[Task instructions]:
All records below are to be repeated exactly, with the pictures left out.
(Beginning of Provided material)
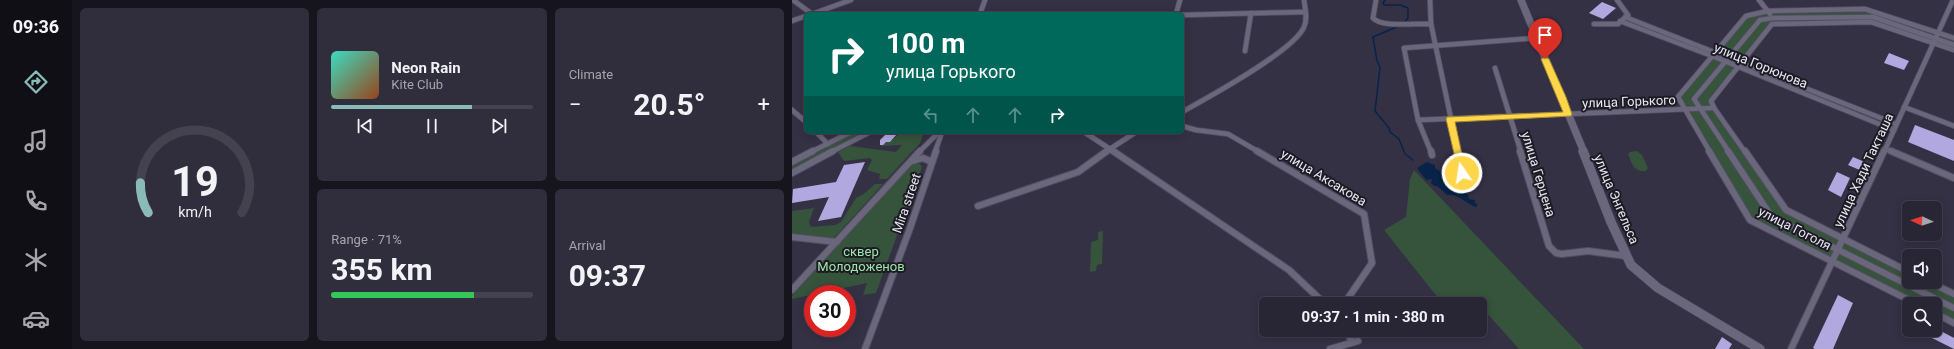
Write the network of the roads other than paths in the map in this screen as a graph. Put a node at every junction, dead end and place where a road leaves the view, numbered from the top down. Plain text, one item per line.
1 (793, 0) edge
2 (851, 0) edge
3 (985, 0) edge
4 (1180, 0) edge
5 (1304, 0) edge
6 (1376, 0) edge
7 (1430, 0) edge
8 (1521, 0) edge
9 (1617, 0) edge
10 (1759, 0) edge
11 (1953, 0) edge
12 (1768, 11) junction
13 (809, 12) edge
14 (818, 12) edge
15 (981, 12) edge
16 (1177, 12) edge
17 (1305, 12) junction
18 (1251, 13) junction
19 (1184, 15) edge
20 (804, 17) edge
21 (1626, 17) junction
22 (1773, 18) junction
23 (792, 21) edge
24 (1620, 21) junction
25 (1431, 24) junction
26 (1594, 24) dead end
27 (1777, 24) junction
28 (1536, 38) junction
29 (1954, 38) edge
30 (1936, 39) junction
31 (1436, 45) junction
32 (1954, 45) edge
33 (1954, 50) edge
34 (1245, 51) dead end
35 (1714, 54) junction
36 (1727, 60) junction
37 (1740, 65) junction
38 (1495, 68) dead end
39 (1904, 107) junction
40 (1700, 108) junction
41 (1714, 108) junction
42 (792, 110) edge
43 (1684, 110) junction
44 (1184, 111) edge
45 (1568, 114) junction
46 (1509, 116) junction
47 (1450, 119) junction
48 (804, 120) edge
49 (1418, 120) junction
50 (1896, 124) junction
51 (1954, 126) edge
52 (1184, 127) edge
53 (1894, 130) junction
54 (818, 134) edge
55 (846, 134) edge
56 (866, 134) edge
57 (937, 134) edge
58 (941, 134) edge
59 (1087, 134) edge
60 (1133, 134) edge
61 (828, 144) junction
62 (1110, 149) junction
63 (1885, 149) junction
64 (1432, 155) dead end
65 (792, 162) edge
66 (932, 162) junction
67 (907, 164) junction
68 (792, 173) edge
69 (1462, 173) dead end
70 (1954, 178) edge
71 (978, 206) dead end
72 (792, 237) edge
73 (1842, 240) junction
74 (837, 242) junction
75 (1839, 249) junction
76 (1626, 256) junction
77 (1832, 261) junction
78 (1902, 269) edge
79 (1942, 288) edge
80 (792, 290) edge
81 (1954, 294) edge
82 (1318, 297) edge
83 (1349, 297) edge
84 (1903, 297) edge
85 (1954, 308) edge
86 (1942, 317) edge
87 (1954, 323) edge
88 (1351, 337) edge
89 (865, 349) edge
90 (1330, 349) edge
91 (1760, 349) edge
92 (1791, 349) edge

1 - 13 street
2 - 14 street
3 - 15 street
4 - 16 street
5 - 17 street
6 - 25 street
7 - 25 street
8 - 28 street, улица Энгельса
9 - 21 street
10 - 12 street
11 - 30 street, улица Хади Такташа
12 - 22 street
12 - 30 street
12 - 35 street
17 - 18 street
17 - 44 street
18 - 19 street
18 - 34 street
20 - 23 street
21 - 24 street
21 - 35 street, улица Горюнова
22 - 27 street
22 - 30 street
22 - 36 street
24 - 26 street
24 - 35 street, улица Горюнова
25 - 31 street
27 - 30 street
27 - 37 street
28 - 31 street
28 - 45 street, улица Энгельса
29 - 30 street
30 - 32 street
30 - 33 street
30 - 39 street, улица Хади Такташа
31 - 47 street
31 - 49 street
35 - 36 street, улица Горюнова
35 - 43 street, улица Гоголя
36 - 37 street, улица Горюнова
36 - 40 street
37 - 41 street
37 - 50 street, улица Горюнова
37 - 53 street, улица Горюнова
38 - 46 street, улица Герцена
39 - 50 street, улица Хади Такташа
39 - 51 street
40 - 41 street, улица Горького
40 - 43 street, улица Горького
40 - 75 street
41 - 73 street, улица Гоголя
42 - 48 street
43 - 45 street, улица Горького
43 - 77 street, улица Гоголя
45 - 46 street, улица Горького
45 - 76 street, улица Энгельса
46 - 47 street, улица Горького
46 - 76 street, улица Герцена
47 - 49 street, улица Горького
47 - 69 street
49 - 64 street
50 - 53 street, улица Хади Такташа
52 - 83 street, улица Аксакова
53 - 63 street, улица Хади Такташа
54 - 61 street
55 - 61 street
56 - 68 street
57 - 67 street
58 - 66 street, Mira street
59 - 62 street
60 - 62 street
61 - 65 street
62 - 71 street
62 - 82 street
63 - 70 street
63 - 73 street, улица Хади Такташа
66 - 67 street
66 - 89 street, Mira street
67 - 74 street
72 - 74 street
73 - 75 street, улица Хади Такташа
73 - 78 street, улица Гоголя
74 - 80 street
75 - 77 street, улица Хади Такташа
75 - 85 street
76 - 91 street, улица Энгельса
77 - 84 street, улица Гоголя
77 - 92 street, улица Хади Такташа
79 - 81 street
86 - 87 street
88 - 90 street

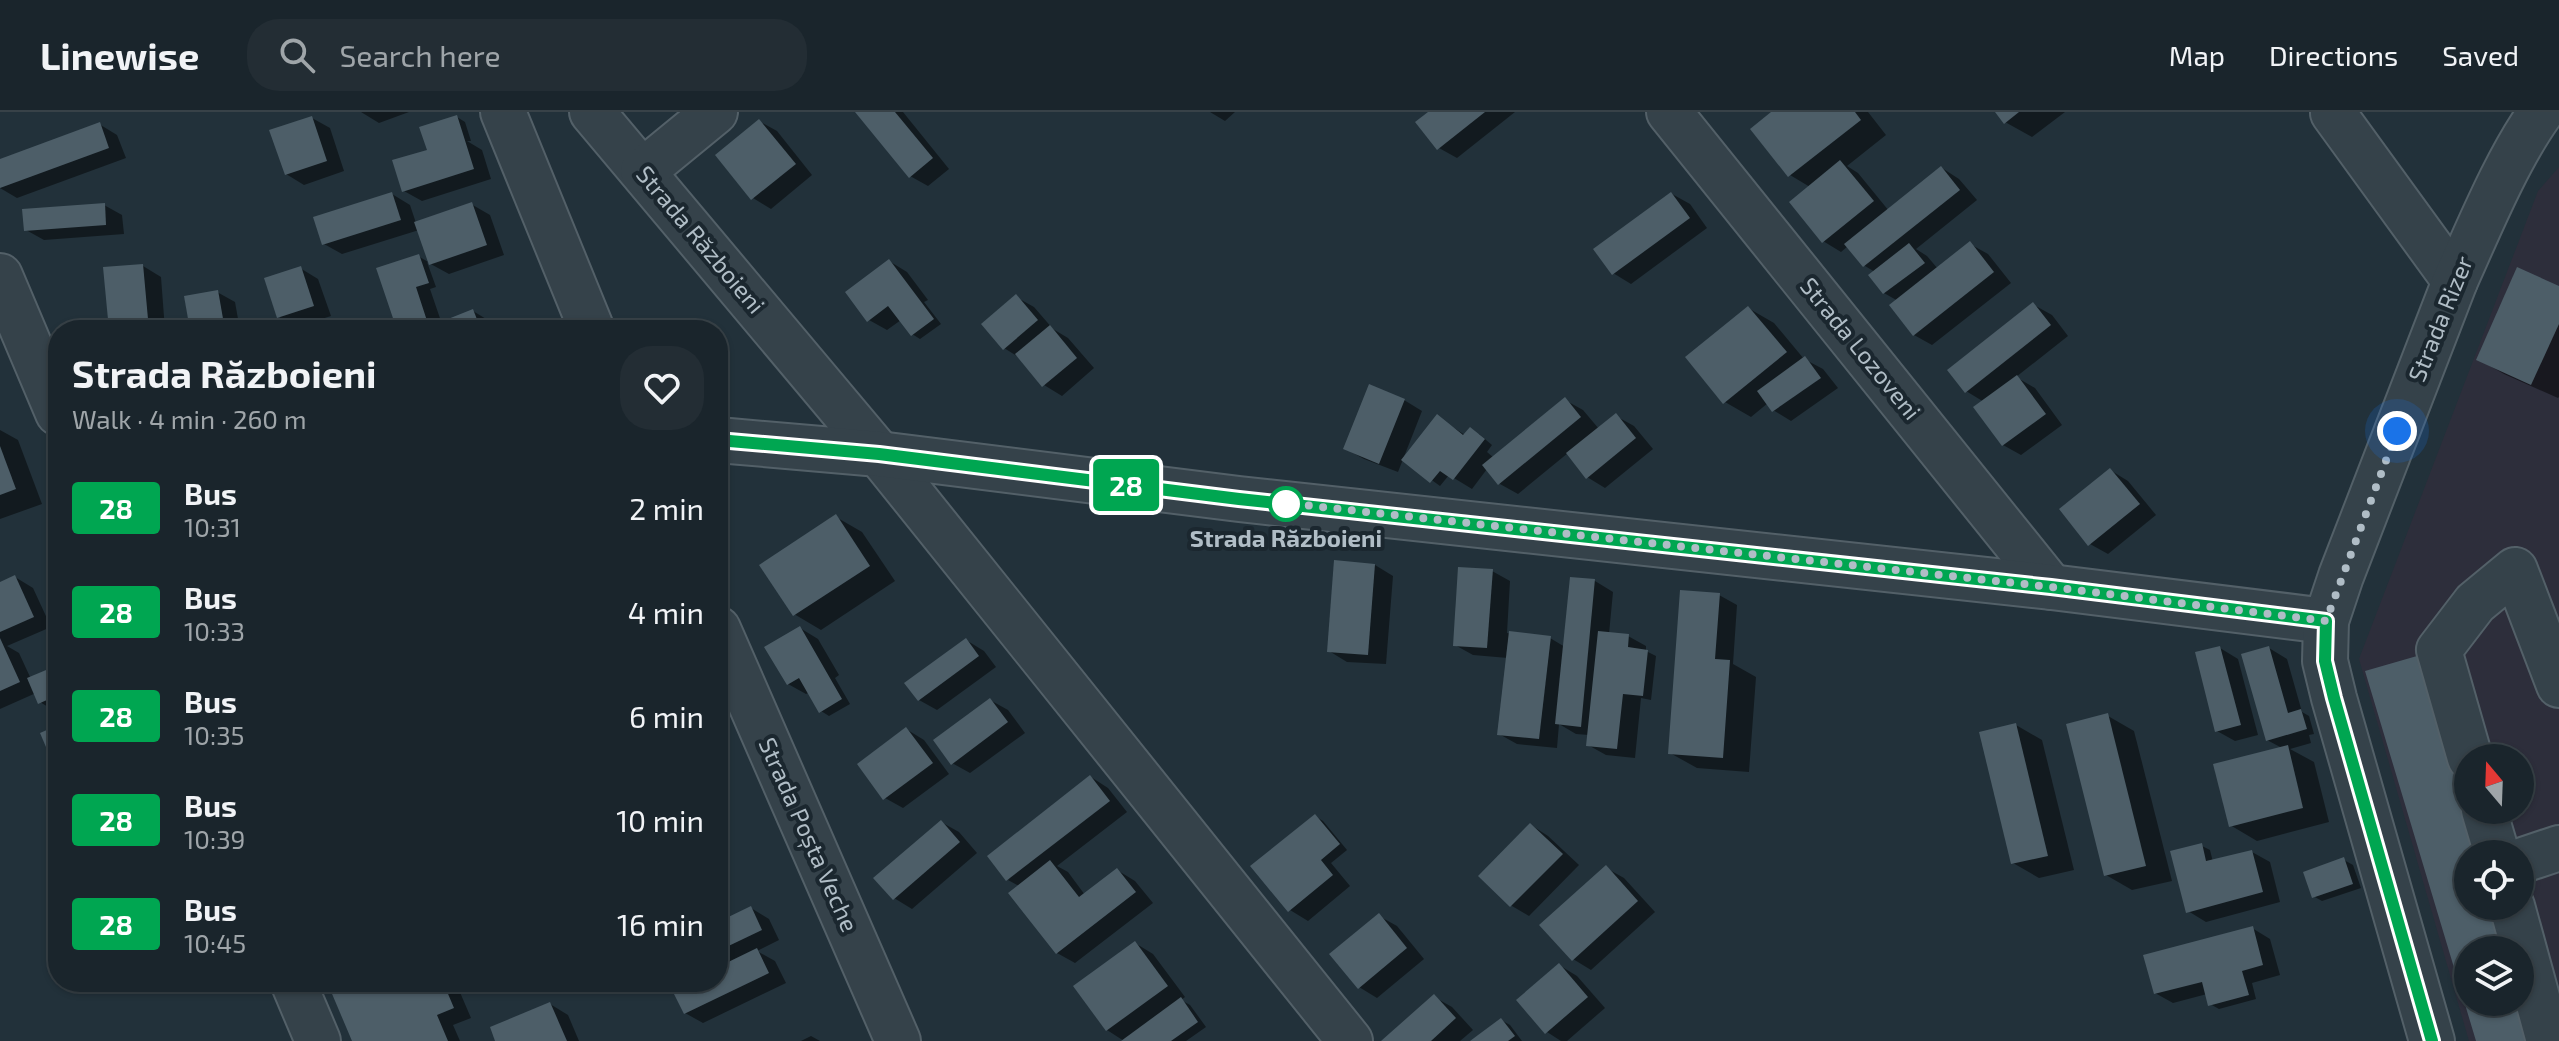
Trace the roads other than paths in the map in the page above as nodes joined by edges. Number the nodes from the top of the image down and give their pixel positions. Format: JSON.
{"nodes":[{"id":1,"x":503,"y":112,"type":"edge"},
{"id":2,"x":592,"y":112,"type":"edge"},
{"id":3,"x":715,"y":112,"type":"edge"},
{"id":4,"x":1669,"y":112,"type":"edge"},
{"id":5,"x":2541,"y":112,"type":"edge"},
{"id":6,"x":2333,"y":113,"type":"edge"},
{"id":7,"x":643,"y":171,"type":"junction"},
{"id":8,"x":0,"y":276,"type":"edge"},
{"id":9,"x":2455,"y":281,"type":"junction"},
{"id":10,"x":588,"y":320,"type":"edge"},
{"id":11,"x":33,"y":370,"type":"edge"},
{"id":12,"x":48,"y":396,"type":"edge"},
{"id":13,"x":728,"y":441,"type":"edge"},
{"id":14,"x":879,"y":454,"type":"junction"},
{"id":15,"x":2051,"y":587,"type":"junction"},
{"id":16,"x":2326,"y":621,"type":"junction"},
{"id":17,"x":728,"y":652,"type":"edge"},
{"id":18,"x":2559,"y":685,"type":"edge"},
{"id":19,"x":2466,"y":744,"type":"edge"},
{"id":20,"x":2559,"y":848,"type":"edge"},
{"id":21,"x":2534,"y":856,"type":"edge"},
{"id":22,"x":2518,"y":920,"type":"edge"},
{"id":23,"x":2547,"y":986,"type":"edge"},
{"id":24,"x":297,"y":992,"type":"edge"},
{"id":25,"x":318,"y":1041,"type":"edge"},
{"id":26,"x":898,"y":1041,"type":"edge"},
{"id":27,"x":1350,"y":1041,"type":"edge"},
{"id":28,"x":2432,"y":1041,"type":"edge"},
{"id":29,"x":2549,"y":1041,"type":"edge"}],
"edges":[{"from":1,"to":10,"type":"street"},
{"from":2,"to":7,"type":"street","name":"Strada Războieni"},
{"from":3,"to":7,"type":"street"},
{"from":4,"to":15,"type":"street","name":"Strada Lozoveni"},
{"from":5,"to":9,"type":"street","name":"Strada Rizer"},
{"from":6,"to":9,"type":"street"},
{"from":7,"to":14,"type":"street","name":"Strada Războieni"},
{"from":8,"to":11,"type":"street"},
{"from":9,"to":16,"type":"street","name":"Strada Rizer"},
{"from":11,"to":12,"type":"street"},
{"from":13,"to":14,"type":"street"},
{"from":14,"to":15,"type":"street"},
{"from":14,"to":27,"type":"street","name":"Strada Războieni"},
{"from":15,"to":16,"type":"street"},
{"from":16,"to":28,"type":"street","name":"Strada Rizer"},
{"from":17,"to":26,"type":"street","name":"Strada Poșta Veche"},
{"from":18,"to":19,"type":"street"},
{"from":20,"to":21,"type":"street"},
{"from":22,"to":23,"type":"street"},
{"from":23,"to":29,"type":"street"},
{"from":24,"to":25,"type":"street"}]}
(End of Provided material)
[Response area]:
Write the network of the roads other than paths in the map in this screen as a graph. Put a node at every junction, dead end and place where a road leaves the view, numbered from the top down. Plain text, one item per line.
1 (793, 0) edge
2 (851, 0) edge
3 (985, 0) edge
4 (1180, 0) edge
5 (1304, 0) edge
6 (1376, 0) edge
7 (1430, 0) edge
8 (1521, 0) edge
9 (1617, 0) edge
10 (1759, 0) edge
11 (1953, 0) edge
12 (1768, 11) junction
13 (809, 12) edge
14 (818, 12) edge
15 (981, 12) edge
16 (1177, 12) edge
17 (1305, 12) junction
18 (1251, 13) junction
19 (1184, 15) edge
20 (804, 17) edge
21 (1626, 17) junction
22 (1773, 18) junction
23 (792, 21) edge
24 (1620, 21) junction
25 (1431, 24) junction
26 (1594, 24) dead end
27 (1777, 24) junction
28 (1536, 38) junction
29 (1954, 38) edge
30 (1936, 39) junction
31 (1436, 45) junction
32 (1954, 45) edge
33 (1954, 50) edge
34 (1245, 51) dead end
35 (1714, 54) junction
36 (1727, 60) junction
37 (1740, 65) junction
38 (1495, 68) dead end
39 (1904, 107) junction
40 (1700, 108) junction
41 (1714, 108) junction
42 (792, 110) edge
43 (1684, 110) junction
44 (1184, 111) edge
45 (1568, 114) junction
46 (1509, 116) junction
47 (1450, 119) junction
48 (804, 120) edge
49 (1418, 120) junction
50 (1896, 124) junction
51 (1954, 126) edge
52 (1184, 127) edge
53 (1894, 130) junction
54 (818, 134) edge
55 (846, 134) edge
56 (866, 134) edge
57 (937, 134) edge
58 (941, 134) edge
59 (1087, 134) edge
60 (1133, 134) edge
61 (828, 144) junction
62 (1110, 149) junction
63 (1885, 149) junction
64 (1432, 155) dead end
65 (792, 162) edge
66 (932, 162) junction
67 (907, 164) junction
68 (792, 173) edge
69 (1462, 173) dead end
70 (1954, 178) edge
71 (978, 206) dead end
72 (792, 237) edge
73 (1842, 240) junction
74 (837, 242) junction
75 (1839, 249) junction
76 (1626, 256) junction
77 (1832, 261) junction
78 (1902, 269) edge
79 (1942, 288) edge
80 (792, 290) edge
81 (1954, 294) edge
82 (1318, 297) edge
83 (1349, 297) edge
84 (1903, 297) edge
85 (1954, 308) edge
86 (1942, 317) edge
87 (1954, 323) edge
88 (1351, 337) edge
89 (865, 349) edge
90 (1330, 349) edge
91 (1760, 349) edge
92 (1791, 349) edge

1 - 13 street
2 - 14 street
3 - 15 street
4 - 16 street
5 - 17 street
6 - 25 street
7 - 25 street
8 - 28 street, улица Энгельса
9 - 21 street
10 - 12 street
11 - 30 street, улица Хади Такташа
12 - 22 street
12 - 30 street
12 - 35 street
17 - 18 street
17 - 44 street
18 - 19 street
18 - 34 street
20 - 23 street
21 - 24 street
21 - 35 street, улица Горюнова
22 - 27 street
22 - 30 street
22 - 36 street
24 - 26 street
24 - 35 street, улица Горюнова
25 - 31 street
27 - 30 street
27 - 37 street
28 - 31 street
28 - 45 street, улица Энгельса
29 - 30 street
30 - 32 street
30 - 33 street
30 - 39 street, улица Хади Такташа
31 - 47 street
31 - 49 street
35 - 36 street, улица Горюнова
35 - 43 street, улица Гоголя
36 - 37 street, улица Горюнова
36 - 40 street
37 - 41 street
37 - 50 street, улица Горюнова
37 - 53 street, улица Горюнова
38 - 46 street, улица Герцена
39 - 50 street, улица Хади Такташа
39 - 51 street
40 - 41 street, улица Горького
40 - 43 street, улица Горького
40 - 75 street
41 - 73 street, улица Гоголя
42 - 48 street
43 - 45 street, улица Горького
43 - 77 street, улица Гоголя
45 - 46 street, улица Горького
45 - 76 street, улица Энгельса
46 - 47 street, улица Горького
46 - 76 street, улица Герцена
47 - 49 street, улица Горького
47 - 69 street
49 - 64 street
50 - 53 street, улица Хади Такташа
52 - 83 street, улица Аксакова
53 - 63 street, улица Хади Такташа
54 - 61 street
55 - 61 street
56 - 68 street
57 - 67 street
58 - 66 street, Mira street
59 - 62 street
60 - 62 street
61 - 65 street
62 - 71 street
62 - 82 street
63 - 70 street
63 - 73 street, улица Хади Такташа
66 - 67 street
66 - 89 street, Mira street
67 - 74 street
72 - 74 street
73 - 75 street, улица Хади Такташа
73 - 78 street, улица Гоголя
74 - 80 street
75 - 77 street, улица Хади Такташа
75 - 85 street
76 - 91 street, улица Энгельса
77 - 84 street, улица Гоголя
77 - 92 street, улица Хади Такташа
79 - 81 street
86 - 87 street
88 - 90 street

Trace the roads other than paths in the map in the page above as nodes joined by edges. Number the nodes from the top of the image down and give their pixel positions. Format: JSON.
{"nodes":[{"id":1,"x":503,"y":112,"type":"edge"},
{"id":2,"x":592,"y":112,"type":"edge"},
{"id":3,"x":715,"y":112,"type":"edge"},
{"id":4,"x":1669,"y":112,"type":"edge"},
{"id":5,"x":2541,"y":112,"type":"edge"},
{"id":6,"x":2333,"y":113,"type":"edge"},
{"id":7,"x":643,"y":171,"type":"junction"},
{"id":8,"x":0,"y":276,"type":"edge"},
{"id":9,"x":2455,"y":281,"type":"junction"},
{"id":10,"x":588,"y":320,"type":"edge"},
{"id":11,"x":33,"y":370,"type":"edge"},
{"id":12,"x":48,"y":396,"type":"edge"},
{"id":13,"x":728,"y":441,"type":"edge"},
{"id":14,"x":879,"y":454,"type":"junction"},
{"id":15,"x":2051,"y":587,"type":"junction"},
{"id":16,"x":2326,"y":621,"type":"junction"},
{"id":17,"x":728,"y":652,"type":"edge"},
{"id":18,"x":2559,"y":685,"type":"edge"},
{"id":19,"x":2466,"y":744,"type":"edge"},
{"id":20,"x":2559,"y":848,"type":"edge"},
{"id":21,"x":2534,"y":856,"type":"edge"},
{"id":22,"x":2518,"y":920,"type":"edge"},
{"id":23,"x":2547,"y":986,"type":"edge"},
{"id":24,"x":297,"y":992,"type":"edge"},
{"id":25,"x":318,"y":1041,"type":"edge"},
{"id":26,"x":898,"y":1041,"type":"edge"},
{"id":27,"x":1350,"y":1041,"type":"edge"},
{"id":28,"x":2432,"y":1041,"type":"edge"},
{"id":29,"x":2549,"y":1041,"type":"edge"}],
"edges":[{"from":1,"to":10,"type":"street"},
{"from":2,"to":7,"type":"street","name":"Strada Războieni"},
{"from":3,"to":7,"type":"street"},
{"from":4,"to":15,"type":"street","name":"Strada Lozoveni"},
{"from":5,"to":9,"type":"street","name":"Strada Rizer"},
{"from":6,"to":9,"type":"street"},
{"from":7,"to":14,"type":"street","name":"Strada Războieni"},
{"from":8,"to":11,"type":"street"},
{"from":9,"to":16,"type":"street","name":"Strada Rizer"},
{"from":11,"to":12,"type":"street"},
{"from":13,"to":14,"type":"street"},
{"from":14,"to":15,"type":"street"},
{"from":14,"to":27,"type":"street","name":"Strada Războieni"},
{"from":15,"to":16,"type":"street"},
{"from":16,"to":28,"type":"street","name":"Strada Rizer"},
{"from":17,"to":26,"type":"street","name":"Strada Poșta Veche"},
{"from":18,"to":19,"type":"street"},
{"from":20,"to":21,"type":"street"},
{"from":22,"to":23,"type":"street"},
{"from":23,"to":29,"type":"street"},
{"from":24,"to":25,"type":"street"}]}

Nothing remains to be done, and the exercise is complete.